NEW YORK – « Hélas ! Hélas ! qu'il est terrible de savoir, quand le savoir ne sert de rien à celui qui le possède ! », déplore le devin aveugle Tirésias, dans Œdipe Roi de Sophocle. Œdipe l'avait convoqué pour révéler l'origine de la peste et de la catastrophe écologique qui ravageaient Thèbes. Mais Tirésias savait que le roi refuserait d'entendre la vérité. Les climatologues et les épidémiologistes actuels éprouvent certainement un sentiment très proche de celui de Tirésias.
Comme lui, les scientifiques actuels savent le chemin que prend la planète et peuvent en fournir les raisons. Ils ont découvert cela non pas par des prophéties, mais par d'innombrables expériences en double aveugle, par des essais aléatoires et l'évaluation par des pairs. Leurs preuves sont inattaquables et le consensus entre eux est écrasant. Mais leur présage séculaire ne semble pas pouvoir surmonter l'indifférence délibérée des politiciens ni de l'opinion publique. Le savoir ne sert de rien, parce que si peu de gens sont à l'écoute.
S'il existe un moyen pour les scientifiques de se faire comprendre par les citoyens et leurs dirigeants, l'élément déterminant consistera à modifier non pas la teneur de leur discours, mais son mode d'énonciation. Le langage de la science est intentionnellement dépassionné. En revanche, les crises multiples auxquelles notre planète est confrontée sont urgentes et intenses, et les décisions individuelles et collectives qui intensifient ces crises ont des enjeux émotionnels et éthiques élevés. Une pandémie virulente a coûté la vie à trois millions de personnes. La Terre est aux prises avec une sixième extinction de masse. Et les problèmes ne peuvent que s'aggraver à l'avenir.
Nous avons besoin d'un langage pour transmettre la gravité et la complexité de la tragédie mondiale en cours. C'est précisément ce que nous offre la Grèce antique. Ses tragédies sont des histoires de gens qui tirent des leçons trop tard (habituellement quelques millisecondes trop tard). Leurs personnages poursuivent obstinément ce qu'ils pensent être juste, appréhendant à peine les forces qu'ils affrontent – hasard, destin, habitudes, gouvernements, dieux, temps.

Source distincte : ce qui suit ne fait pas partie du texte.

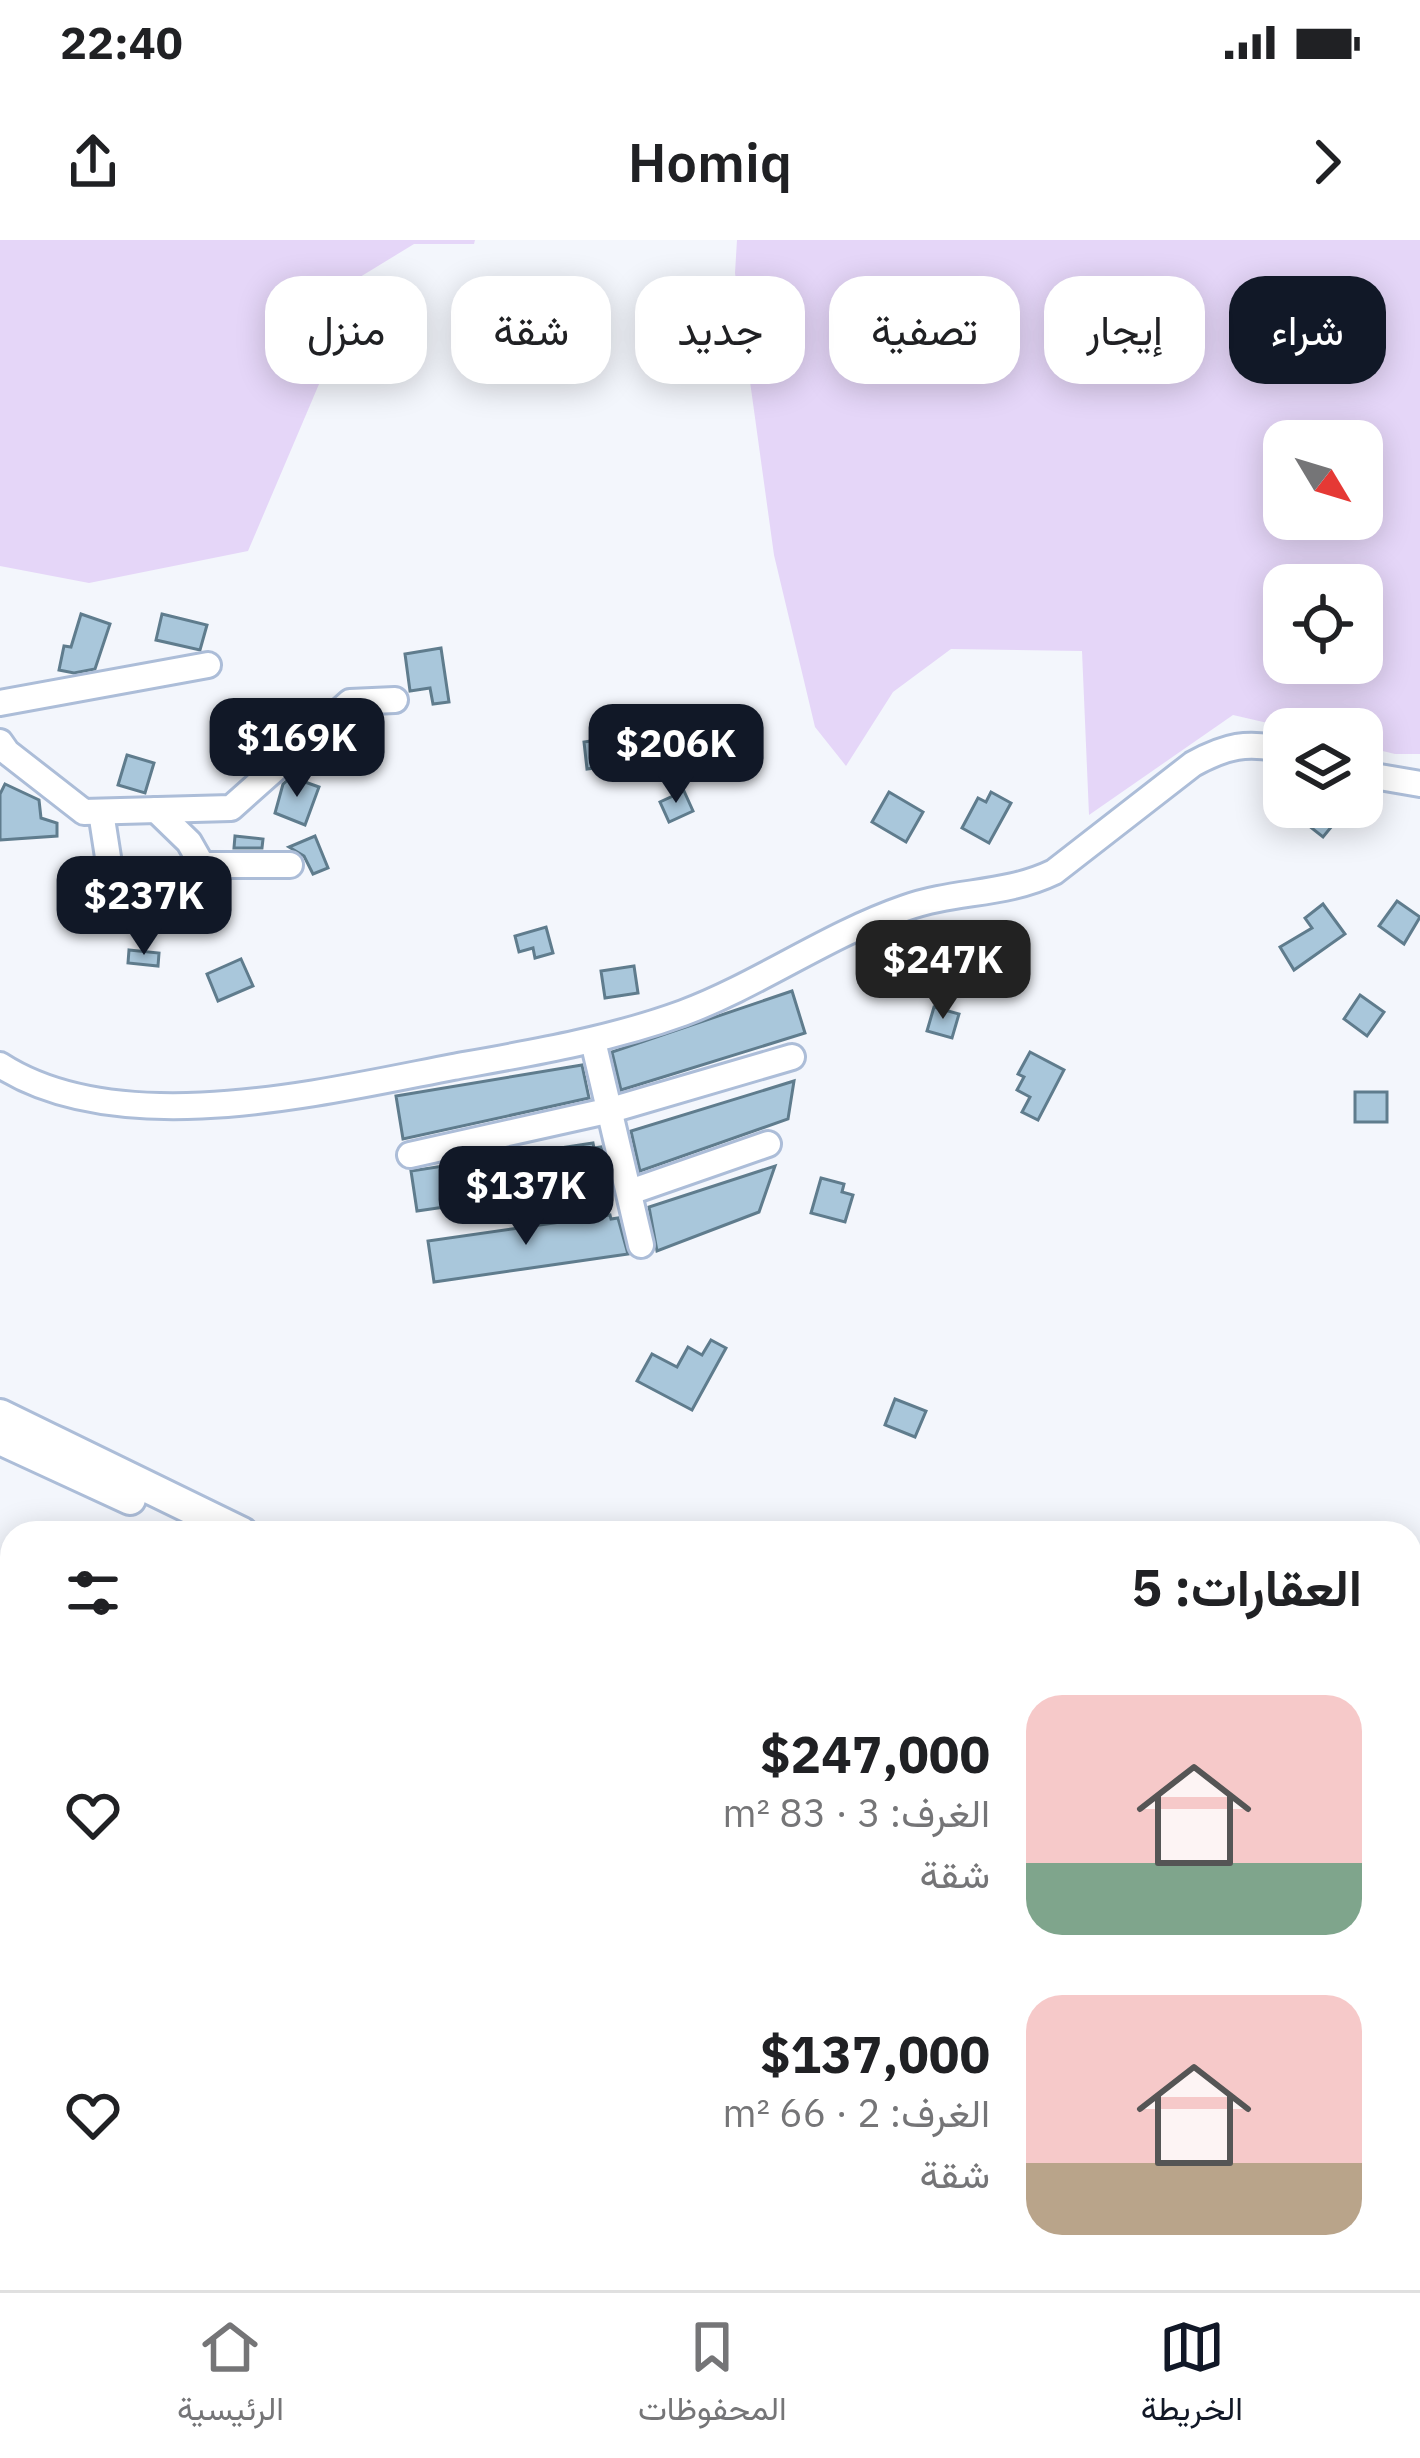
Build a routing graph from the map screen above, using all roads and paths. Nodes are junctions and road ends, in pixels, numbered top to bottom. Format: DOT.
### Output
graph roads {
  1 [pos="208,664"];
  2 [pos="395,700"];
  3 [pos="0,703"];
  4 [pos="0,742"];
  5 [pos="1263,746"];
  6 [pos="1383,778"];
  7 [pos="1420,784"];
  8 [pos="156,810"];
  9 [pos="101,812"];
  10 [pos="202,865"];
  11 [pos="290,865"];
  12 [pos="593,1041"];
  13 [pos="792,1057"];
  14 [pos="0,1065"];
  15 [pos="611,1111"];
  16 [pos="768,1144"];
  17 [pos="410,1155"];
  18 [pos="629,1192"];
  19 [pos="641,1245"];
  20 [pos="0,1414"];
  21 [pos="0,1438"];
  22 [pos="174,1521"];
  23 [pos="218,1521"];
  1 -- 3 [label="street"];
  2 -- 8 [label="street"];
  4 -- 9 [label="street"];
  5 -- 12 [label="street"];
  6 -- 7 [label="street"];
  8 -- 9 [label="street"];
  8 -- 10 [label="street"];
  9 -- 10 [label="street"];
  10 -- 11 [label="street"];
  12 -- 14 [label="street"];
  12 -- 15 [label="street"];
  13 -- 15 [label="street"];
  15 -- 17 [label="street"];
  15 -- 18 [label="street"];
  16 -- 18 [label="street"];
  18 -- 19 [label="street"];
  20 -- 23 [label="main road"];
  21 -- 22 [label="main road"];
}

Au cours de ce processus, les personnages commettent involontairement une faute irréversible et accablante.
Des siècles durant, les tragédies grecques ont été considérées comme des expressions pessimistes d'une société fataliste, qui dépeint la futilité de la lutte contre le destin. Mais pour les Grecs, l'effet de ces histoires a peut-être été contre-intuitif. En montrant aux gens à quel point leur pouvoir de déterminer leur propre avenir était limité et éphémère, les tragédies décourageaient l'apathie. En mettant en scène les ravages considérables de l'aveuglement, il devenait possible d'appeler à une prise de conscience. Ainsi, fournir le langage à même de décrire les expériences difficiles a amélioré la capacité à agir.
Œdipe Roi aurait été mise en scène pour la première fois au printemps 429 av. J.-C. – c'est-à-dire entre la première et la deuxième vague d'une épidémie qui coûta la vie à près d'un tiers de la population athénienne. Pour une communauté qui vivait à la fois un traumatisme partagé et qui s'interrogeait sur l'étendue de pertes inévitables, une histoire de maître arrogant et de cécité volontaire ont certainement dû trouver un écho chez les spectateurs.
Mais les anciens Athéniens n'ont pas été les seuls à être inspirés par les tragédies grecques. Au cours de la dernière décennie, j'ai mis en scène plus de 1 000 représentations de pièces de théâtre de Sophocle et de ses contemporains dans des endroits apparemment improbables, comme des refuges de sans-abri, des hôpitaux, des prisons, des bases militaires, des centres d'hébergement et de réinsertion sociale, des maisons de retraite et des jardins publics dans le monde entier.
Dans les débats suivant les représentations, les membres de l'auditoire ont été dernièrement été en mesure d'exprimer les épreuves qu'ils ont traversées et les sacrifices qu'ils ont faits. Par exemple, après avoir présenté à un public de 400 Marines américains des scènes de Ajax et de Philoctète de Sophocle – deux anciennes tragédies dont l'action se déroule durant la Guerre de Troie – des guerriers typiquement stoïques d'aujourd'hui ont pu parler ouvertement de leurs conflit moraux, émotionnels et spirituels après leur retour du front.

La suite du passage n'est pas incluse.